▸ **Input material**
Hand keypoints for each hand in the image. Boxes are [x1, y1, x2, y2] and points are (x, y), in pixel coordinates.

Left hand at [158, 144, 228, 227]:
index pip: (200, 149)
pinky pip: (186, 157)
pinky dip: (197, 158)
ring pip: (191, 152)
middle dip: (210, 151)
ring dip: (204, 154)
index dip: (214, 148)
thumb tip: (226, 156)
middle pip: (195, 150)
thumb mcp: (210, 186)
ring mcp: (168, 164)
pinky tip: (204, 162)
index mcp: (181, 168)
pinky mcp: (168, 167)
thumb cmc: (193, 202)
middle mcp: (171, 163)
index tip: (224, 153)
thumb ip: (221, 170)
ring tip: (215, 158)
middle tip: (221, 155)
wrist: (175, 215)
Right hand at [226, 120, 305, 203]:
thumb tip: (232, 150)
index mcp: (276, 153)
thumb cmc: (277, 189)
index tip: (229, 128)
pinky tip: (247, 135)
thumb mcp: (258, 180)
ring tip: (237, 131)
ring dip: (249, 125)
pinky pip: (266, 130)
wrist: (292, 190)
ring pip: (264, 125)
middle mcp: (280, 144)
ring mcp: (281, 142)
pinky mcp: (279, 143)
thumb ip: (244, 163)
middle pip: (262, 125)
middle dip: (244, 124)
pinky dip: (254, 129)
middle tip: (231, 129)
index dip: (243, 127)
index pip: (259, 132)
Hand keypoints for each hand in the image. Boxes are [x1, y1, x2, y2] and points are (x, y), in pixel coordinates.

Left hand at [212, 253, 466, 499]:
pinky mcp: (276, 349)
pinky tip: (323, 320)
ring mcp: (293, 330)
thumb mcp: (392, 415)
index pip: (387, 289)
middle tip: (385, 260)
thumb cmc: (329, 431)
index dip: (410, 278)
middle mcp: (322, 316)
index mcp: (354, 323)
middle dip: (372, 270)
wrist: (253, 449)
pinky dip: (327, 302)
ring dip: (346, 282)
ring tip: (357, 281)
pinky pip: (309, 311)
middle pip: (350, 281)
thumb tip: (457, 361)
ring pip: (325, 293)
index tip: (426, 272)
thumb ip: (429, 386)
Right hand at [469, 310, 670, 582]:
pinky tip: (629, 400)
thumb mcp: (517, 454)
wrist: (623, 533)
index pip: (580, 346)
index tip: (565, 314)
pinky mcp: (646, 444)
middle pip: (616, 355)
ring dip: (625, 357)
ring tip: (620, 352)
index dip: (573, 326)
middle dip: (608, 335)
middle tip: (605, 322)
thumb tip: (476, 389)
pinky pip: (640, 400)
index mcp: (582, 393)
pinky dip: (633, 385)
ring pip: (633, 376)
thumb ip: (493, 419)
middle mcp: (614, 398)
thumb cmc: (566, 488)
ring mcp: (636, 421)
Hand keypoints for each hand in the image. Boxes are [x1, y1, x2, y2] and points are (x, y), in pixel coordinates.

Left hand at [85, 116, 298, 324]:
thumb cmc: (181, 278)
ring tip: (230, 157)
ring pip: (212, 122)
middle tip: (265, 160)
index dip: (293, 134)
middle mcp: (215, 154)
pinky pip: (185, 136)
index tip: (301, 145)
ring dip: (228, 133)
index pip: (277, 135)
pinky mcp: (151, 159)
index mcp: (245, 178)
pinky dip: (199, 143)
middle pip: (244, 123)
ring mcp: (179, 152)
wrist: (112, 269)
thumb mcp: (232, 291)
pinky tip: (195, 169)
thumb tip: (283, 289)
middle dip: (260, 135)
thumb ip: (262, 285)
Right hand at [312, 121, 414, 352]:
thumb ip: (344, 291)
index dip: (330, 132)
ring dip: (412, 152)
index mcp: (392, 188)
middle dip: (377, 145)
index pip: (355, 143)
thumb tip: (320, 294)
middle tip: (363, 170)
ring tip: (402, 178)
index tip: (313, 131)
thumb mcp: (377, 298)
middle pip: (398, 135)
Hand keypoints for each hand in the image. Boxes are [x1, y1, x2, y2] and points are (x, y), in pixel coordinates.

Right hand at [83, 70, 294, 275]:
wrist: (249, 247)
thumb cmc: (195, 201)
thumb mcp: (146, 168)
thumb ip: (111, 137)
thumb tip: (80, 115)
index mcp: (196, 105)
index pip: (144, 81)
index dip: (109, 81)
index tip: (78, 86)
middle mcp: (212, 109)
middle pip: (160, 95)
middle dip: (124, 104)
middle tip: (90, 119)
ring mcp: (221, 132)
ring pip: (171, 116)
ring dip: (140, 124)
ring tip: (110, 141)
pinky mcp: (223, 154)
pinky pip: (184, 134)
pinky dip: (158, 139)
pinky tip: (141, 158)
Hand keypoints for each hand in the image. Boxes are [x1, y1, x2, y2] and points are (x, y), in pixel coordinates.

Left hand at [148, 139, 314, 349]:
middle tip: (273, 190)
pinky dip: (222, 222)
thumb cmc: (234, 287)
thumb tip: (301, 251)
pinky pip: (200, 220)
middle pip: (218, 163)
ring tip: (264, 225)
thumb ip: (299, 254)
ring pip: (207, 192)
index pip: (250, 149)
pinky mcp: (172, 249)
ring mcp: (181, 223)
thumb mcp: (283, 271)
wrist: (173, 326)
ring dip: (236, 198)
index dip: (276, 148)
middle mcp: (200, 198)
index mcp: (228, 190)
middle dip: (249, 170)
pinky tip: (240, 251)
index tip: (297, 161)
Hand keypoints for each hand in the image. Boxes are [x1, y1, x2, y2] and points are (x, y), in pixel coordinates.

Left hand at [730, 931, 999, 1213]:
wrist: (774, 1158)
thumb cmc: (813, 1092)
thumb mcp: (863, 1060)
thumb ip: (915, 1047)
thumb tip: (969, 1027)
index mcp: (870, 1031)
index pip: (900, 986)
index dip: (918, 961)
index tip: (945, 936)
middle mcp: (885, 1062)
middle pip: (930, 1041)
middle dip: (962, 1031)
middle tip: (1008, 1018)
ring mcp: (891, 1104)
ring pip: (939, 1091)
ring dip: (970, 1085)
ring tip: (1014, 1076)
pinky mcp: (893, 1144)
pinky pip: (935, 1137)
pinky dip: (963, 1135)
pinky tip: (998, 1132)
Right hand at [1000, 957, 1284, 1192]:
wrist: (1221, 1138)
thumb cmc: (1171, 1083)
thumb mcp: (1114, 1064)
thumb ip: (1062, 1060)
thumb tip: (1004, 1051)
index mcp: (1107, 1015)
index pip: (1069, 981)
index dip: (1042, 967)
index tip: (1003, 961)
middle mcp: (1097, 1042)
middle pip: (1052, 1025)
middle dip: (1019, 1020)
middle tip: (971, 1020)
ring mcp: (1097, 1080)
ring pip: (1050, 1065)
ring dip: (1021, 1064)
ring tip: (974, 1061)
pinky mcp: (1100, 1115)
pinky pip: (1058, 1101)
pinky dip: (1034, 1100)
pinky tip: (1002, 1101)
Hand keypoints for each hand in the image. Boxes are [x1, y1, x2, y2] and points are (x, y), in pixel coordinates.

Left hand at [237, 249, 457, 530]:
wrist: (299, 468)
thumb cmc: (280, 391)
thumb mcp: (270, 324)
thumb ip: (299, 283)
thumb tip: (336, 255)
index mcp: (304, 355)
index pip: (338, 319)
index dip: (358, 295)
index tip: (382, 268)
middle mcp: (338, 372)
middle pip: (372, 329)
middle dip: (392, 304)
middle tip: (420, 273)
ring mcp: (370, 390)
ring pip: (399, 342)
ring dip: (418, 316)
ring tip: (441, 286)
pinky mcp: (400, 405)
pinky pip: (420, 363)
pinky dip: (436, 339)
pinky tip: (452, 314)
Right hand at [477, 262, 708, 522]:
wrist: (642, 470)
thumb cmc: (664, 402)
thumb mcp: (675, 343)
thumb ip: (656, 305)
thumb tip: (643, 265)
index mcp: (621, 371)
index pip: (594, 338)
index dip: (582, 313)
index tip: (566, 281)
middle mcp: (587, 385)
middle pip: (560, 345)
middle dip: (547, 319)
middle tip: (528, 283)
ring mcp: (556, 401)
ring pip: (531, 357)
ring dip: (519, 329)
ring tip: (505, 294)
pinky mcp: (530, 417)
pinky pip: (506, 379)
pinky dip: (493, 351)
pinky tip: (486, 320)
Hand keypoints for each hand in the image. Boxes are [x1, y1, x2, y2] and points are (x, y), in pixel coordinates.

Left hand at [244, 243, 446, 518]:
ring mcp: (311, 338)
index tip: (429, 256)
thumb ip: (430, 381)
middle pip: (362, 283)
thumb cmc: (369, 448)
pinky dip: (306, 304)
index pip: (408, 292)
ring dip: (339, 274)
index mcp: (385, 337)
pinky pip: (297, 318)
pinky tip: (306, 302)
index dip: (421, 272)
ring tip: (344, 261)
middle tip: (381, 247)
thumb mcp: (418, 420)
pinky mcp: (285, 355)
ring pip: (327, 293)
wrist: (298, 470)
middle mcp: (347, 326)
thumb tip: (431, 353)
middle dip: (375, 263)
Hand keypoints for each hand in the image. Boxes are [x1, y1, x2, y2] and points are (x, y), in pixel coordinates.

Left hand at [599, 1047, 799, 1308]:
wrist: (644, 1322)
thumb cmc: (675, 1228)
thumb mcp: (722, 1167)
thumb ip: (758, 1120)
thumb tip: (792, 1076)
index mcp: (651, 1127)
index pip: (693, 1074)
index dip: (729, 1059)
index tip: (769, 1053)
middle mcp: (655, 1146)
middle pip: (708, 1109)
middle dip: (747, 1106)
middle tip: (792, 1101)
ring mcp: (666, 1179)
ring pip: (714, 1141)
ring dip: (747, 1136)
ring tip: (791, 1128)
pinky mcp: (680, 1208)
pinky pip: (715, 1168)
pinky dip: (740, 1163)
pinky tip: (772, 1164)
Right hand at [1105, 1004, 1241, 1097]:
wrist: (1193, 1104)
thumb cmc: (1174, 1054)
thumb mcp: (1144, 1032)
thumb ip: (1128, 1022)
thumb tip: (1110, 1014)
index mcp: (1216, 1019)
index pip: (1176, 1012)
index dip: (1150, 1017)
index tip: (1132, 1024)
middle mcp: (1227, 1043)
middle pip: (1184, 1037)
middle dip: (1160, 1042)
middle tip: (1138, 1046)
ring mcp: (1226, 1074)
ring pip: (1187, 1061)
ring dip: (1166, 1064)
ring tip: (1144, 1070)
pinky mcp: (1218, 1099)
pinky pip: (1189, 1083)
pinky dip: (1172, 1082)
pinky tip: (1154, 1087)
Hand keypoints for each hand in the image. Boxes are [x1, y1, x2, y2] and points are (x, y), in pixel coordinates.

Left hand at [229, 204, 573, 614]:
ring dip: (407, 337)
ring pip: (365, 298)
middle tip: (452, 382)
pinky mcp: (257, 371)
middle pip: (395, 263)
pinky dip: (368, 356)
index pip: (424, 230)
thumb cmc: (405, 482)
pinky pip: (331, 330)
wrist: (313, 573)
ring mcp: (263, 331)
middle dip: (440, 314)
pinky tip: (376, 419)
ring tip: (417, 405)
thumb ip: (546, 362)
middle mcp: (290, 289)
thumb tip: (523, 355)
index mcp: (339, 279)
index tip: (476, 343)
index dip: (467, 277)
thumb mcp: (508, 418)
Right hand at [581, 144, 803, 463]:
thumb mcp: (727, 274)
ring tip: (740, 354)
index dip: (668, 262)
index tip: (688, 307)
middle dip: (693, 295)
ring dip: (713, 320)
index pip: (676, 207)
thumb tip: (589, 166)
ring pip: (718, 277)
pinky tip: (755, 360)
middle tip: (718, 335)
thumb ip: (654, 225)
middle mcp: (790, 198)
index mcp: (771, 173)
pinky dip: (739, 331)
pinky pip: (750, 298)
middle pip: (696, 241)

▸ **The task**
Search the listing for "Left" and copy each line holding it.

▸ **Exercise solution**
Left hand at [158, 144, 228, 227]:
Left hand at [212, 253, 466, 499]:
Left hand at [85, 116, 298, 324]:
Left hand at [148, 139, 314, 349]:
Left hand at [730, 931, 999, 1213]:
Left hand at [237, 249, 457, 530]:
Left hand at [244, 243, 446, 518]:
Left hand at [599, 1047, 799, 1308]:
Left hand at [229, 204, 573, 614]:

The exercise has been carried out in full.